→ **Work request**:
Please return the lines of the data that contain "every".

══ Available data ══

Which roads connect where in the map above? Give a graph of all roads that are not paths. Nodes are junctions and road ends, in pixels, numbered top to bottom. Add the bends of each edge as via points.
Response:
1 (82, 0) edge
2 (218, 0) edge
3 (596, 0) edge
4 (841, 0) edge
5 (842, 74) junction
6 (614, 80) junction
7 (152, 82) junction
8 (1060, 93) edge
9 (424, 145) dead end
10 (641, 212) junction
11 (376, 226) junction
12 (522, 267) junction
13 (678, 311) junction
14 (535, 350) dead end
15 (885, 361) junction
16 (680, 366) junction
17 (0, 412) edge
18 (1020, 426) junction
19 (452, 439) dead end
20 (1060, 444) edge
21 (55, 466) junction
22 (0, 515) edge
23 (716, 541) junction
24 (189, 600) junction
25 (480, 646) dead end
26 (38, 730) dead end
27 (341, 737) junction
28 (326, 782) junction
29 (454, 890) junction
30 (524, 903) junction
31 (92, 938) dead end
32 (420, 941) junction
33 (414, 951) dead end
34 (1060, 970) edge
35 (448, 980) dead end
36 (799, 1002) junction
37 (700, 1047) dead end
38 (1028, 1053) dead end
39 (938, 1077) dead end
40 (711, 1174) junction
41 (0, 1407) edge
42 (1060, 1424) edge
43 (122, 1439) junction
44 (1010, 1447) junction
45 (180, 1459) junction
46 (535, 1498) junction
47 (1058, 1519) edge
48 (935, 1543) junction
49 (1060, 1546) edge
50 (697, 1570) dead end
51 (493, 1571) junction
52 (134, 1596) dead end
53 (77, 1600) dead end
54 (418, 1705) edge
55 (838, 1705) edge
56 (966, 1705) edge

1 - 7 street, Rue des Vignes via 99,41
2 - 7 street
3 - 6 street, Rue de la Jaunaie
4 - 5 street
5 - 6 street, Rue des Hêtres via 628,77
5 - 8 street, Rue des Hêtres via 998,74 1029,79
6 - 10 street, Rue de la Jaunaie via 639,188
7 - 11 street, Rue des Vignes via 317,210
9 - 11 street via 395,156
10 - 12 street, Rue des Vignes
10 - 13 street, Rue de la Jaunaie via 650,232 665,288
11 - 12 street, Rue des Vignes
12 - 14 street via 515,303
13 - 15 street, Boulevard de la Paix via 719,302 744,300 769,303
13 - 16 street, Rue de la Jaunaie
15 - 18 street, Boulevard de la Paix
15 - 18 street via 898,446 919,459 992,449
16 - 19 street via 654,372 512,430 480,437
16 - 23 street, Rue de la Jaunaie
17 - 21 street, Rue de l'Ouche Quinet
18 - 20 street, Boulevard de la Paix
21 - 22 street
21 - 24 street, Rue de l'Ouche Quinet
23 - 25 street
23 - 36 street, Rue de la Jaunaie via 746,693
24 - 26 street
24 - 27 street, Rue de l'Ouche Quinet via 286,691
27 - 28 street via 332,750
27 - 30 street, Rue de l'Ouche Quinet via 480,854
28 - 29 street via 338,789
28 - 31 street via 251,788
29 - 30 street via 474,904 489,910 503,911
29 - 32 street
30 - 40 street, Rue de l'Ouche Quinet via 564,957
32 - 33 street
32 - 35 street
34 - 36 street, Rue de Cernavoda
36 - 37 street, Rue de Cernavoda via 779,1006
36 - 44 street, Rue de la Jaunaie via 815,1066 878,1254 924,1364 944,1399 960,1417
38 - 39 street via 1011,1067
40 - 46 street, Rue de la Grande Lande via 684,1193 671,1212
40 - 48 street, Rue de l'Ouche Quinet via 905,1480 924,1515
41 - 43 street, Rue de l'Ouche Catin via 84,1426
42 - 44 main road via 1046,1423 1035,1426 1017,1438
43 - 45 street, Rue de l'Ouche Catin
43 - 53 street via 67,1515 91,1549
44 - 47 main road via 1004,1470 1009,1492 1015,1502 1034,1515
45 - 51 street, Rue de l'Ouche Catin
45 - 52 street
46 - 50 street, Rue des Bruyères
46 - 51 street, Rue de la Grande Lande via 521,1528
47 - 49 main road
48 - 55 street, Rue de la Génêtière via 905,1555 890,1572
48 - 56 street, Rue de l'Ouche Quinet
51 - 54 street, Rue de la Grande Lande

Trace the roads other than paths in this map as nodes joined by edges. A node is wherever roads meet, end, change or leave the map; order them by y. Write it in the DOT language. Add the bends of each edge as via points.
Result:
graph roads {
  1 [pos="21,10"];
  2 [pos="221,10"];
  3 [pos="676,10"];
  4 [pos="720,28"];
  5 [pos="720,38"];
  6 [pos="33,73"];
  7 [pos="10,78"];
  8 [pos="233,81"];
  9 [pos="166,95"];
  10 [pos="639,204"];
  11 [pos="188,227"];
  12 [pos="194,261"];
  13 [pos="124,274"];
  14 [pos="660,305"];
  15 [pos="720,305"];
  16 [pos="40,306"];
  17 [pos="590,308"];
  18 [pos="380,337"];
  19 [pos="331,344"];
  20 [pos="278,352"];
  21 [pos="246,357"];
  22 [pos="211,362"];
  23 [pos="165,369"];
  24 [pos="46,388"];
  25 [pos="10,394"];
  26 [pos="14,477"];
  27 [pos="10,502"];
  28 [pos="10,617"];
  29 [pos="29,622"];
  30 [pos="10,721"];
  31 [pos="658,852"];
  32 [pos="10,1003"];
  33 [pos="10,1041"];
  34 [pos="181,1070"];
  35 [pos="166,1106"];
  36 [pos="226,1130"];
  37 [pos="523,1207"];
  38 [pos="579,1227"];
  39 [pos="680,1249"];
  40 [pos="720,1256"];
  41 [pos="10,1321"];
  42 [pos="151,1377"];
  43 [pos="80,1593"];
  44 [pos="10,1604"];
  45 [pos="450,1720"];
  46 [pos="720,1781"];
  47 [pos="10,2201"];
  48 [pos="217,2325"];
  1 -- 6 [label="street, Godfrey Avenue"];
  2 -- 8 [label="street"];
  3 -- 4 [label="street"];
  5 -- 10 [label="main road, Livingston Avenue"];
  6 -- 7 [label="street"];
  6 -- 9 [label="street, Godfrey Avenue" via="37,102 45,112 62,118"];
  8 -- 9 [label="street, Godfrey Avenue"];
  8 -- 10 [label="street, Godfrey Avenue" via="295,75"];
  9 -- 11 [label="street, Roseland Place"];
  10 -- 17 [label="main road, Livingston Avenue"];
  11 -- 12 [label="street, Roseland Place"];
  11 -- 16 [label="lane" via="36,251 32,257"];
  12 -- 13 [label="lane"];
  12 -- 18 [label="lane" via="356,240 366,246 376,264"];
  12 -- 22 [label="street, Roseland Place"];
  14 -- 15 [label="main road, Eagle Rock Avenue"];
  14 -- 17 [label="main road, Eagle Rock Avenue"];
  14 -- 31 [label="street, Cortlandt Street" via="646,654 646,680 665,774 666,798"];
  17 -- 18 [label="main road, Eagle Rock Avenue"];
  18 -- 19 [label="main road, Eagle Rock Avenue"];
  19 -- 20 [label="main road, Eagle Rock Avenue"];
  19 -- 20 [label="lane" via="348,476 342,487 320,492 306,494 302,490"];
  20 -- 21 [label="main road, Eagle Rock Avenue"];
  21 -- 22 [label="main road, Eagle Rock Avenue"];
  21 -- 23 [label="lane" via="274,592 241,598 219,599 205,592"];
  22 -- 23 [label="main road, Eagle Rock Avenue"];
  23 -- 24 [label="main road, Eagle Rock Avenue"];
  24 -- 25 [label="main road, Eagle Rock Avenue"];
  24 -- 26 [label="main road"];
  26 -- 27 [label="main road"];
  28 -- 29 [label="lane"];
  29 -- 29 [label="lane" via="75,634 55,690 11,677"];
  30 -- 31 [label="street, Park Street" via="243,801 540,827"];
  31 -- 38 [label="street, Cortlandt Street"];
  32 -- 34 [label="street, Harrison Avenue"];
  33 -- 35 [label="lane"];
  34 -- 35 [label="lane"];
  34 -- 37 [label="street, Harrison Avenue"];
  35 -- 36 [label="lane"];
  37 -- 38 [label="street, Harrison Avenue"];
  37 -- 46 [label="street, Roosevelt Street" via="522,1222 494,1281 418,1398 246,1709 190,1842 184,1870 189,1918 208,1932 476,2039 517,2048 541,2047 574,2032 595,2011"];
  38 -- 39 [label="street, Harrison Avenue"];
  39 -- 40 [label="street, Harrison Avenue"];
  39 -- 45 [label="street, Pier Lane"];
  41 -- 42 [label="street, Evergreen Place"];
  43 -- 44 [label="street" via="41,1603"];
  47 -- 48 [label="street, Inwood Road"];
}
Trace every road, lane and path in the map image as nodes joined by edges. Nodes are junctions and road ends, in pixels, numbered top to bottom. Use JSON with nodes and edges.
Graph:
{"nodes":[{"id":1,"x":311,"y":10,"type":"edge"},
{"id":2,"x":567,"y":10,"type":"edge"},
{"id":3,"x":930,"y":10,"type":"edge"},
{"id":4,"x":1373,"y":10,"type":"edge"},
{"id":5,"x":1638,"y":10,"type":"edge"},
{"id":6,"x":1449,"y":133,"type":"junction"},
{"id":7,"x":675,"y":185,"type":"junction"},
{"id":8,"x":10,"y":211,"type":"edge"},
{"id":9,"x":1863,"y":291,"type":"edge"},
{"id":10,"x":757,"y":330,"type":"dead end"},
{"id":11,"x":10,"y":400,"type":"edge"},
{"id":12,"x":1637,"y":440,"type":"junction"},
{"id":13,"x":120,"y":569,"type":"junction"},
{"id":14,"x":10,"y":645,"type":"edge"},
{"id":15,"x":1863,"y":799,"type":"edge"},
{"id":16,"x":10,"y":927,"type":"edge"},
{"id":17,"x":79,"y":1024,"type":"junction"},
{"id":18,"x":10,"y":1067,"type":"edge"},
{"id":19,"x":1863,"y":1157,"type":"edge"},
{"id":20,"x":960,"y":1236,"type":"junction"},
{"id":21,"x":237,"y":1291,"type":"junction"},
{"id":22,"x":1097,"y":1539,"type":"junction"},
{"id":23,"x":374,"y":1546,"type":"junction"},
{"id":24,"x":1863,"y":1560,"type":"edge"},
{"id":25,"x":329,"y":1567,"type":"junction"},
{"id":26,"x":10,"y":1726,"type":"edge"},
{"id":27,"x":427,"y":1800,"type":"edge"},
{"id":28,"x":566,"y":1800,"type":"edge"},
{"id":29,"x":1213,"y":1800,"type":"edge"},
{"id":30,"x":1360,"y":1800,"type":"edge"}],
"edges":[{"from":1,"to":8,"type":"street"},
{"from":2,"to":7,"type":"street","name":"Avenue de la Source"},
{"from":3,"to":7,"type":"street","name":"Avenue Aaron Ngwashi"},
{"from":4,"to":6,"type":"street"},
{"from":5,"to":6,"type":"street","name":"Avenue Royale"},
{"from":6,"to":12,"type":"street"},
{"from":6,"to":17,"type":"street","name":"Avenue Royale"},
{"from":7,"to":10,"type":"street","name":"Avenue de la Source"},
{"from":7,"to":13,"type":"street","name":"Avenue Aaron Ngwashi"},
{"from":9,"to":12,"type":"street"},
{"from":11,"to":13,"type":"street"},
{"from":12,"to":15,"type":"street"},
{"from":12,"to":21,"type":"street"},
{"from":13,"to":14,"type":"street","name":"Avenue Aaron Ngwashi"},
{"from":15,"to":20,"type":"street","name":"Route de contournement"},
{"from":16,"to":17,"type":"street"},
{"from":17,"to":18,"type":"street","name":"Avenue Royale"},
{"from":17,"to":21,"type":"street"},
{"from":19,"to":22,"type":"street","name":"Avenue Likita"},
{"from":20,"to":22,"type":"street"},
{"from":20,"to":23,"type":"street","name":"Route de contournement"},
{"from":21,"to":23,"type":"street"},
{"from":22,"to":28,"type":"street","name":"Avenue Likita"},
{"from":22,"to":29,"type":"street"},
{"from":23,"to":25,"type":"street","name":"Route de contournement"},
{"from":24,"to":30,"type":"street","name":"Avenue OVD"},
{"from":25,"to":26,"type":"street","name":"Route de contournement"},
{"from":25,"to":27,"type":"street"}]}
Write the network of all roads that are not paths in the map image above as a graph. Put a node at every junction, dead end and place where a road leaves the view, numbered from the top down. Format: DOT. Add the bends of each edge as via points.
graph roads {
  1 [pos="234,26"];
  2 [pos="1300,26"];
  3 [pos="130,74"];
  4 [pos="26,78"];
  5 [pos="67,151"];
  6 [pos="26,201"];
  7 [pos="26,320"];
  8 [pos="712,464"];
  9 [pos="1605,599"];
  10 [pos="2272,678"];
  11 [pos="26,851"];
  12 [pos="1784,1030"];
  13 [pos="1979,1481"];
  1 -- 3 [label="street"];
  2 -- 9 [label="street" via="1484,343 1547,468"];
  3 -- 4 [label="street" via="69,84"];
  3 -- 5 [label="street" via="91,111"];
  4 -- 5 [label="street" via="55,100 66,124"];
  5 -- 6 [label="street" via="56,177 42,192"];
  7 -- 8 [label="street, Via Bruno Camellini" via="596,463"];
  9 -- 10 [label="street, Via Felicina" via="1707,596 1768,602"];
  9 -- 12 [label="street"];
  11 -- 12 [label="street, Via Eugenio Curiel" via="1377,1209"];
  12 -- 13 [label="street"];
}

═══

→ **Your response**:
Trace every road, lane and path in the map image as nodes joined by edges. Nodes are junctions and road ends, in pixels, numbered top to bottom. Use JSON with nodes and edges.
Write the network of all roads that are not paths in the map image above as a graph. Put a node at every junction, dead end and place where a road leaves the view, numbered from the top down. Format: DOT. Add the bends of each edge as via points.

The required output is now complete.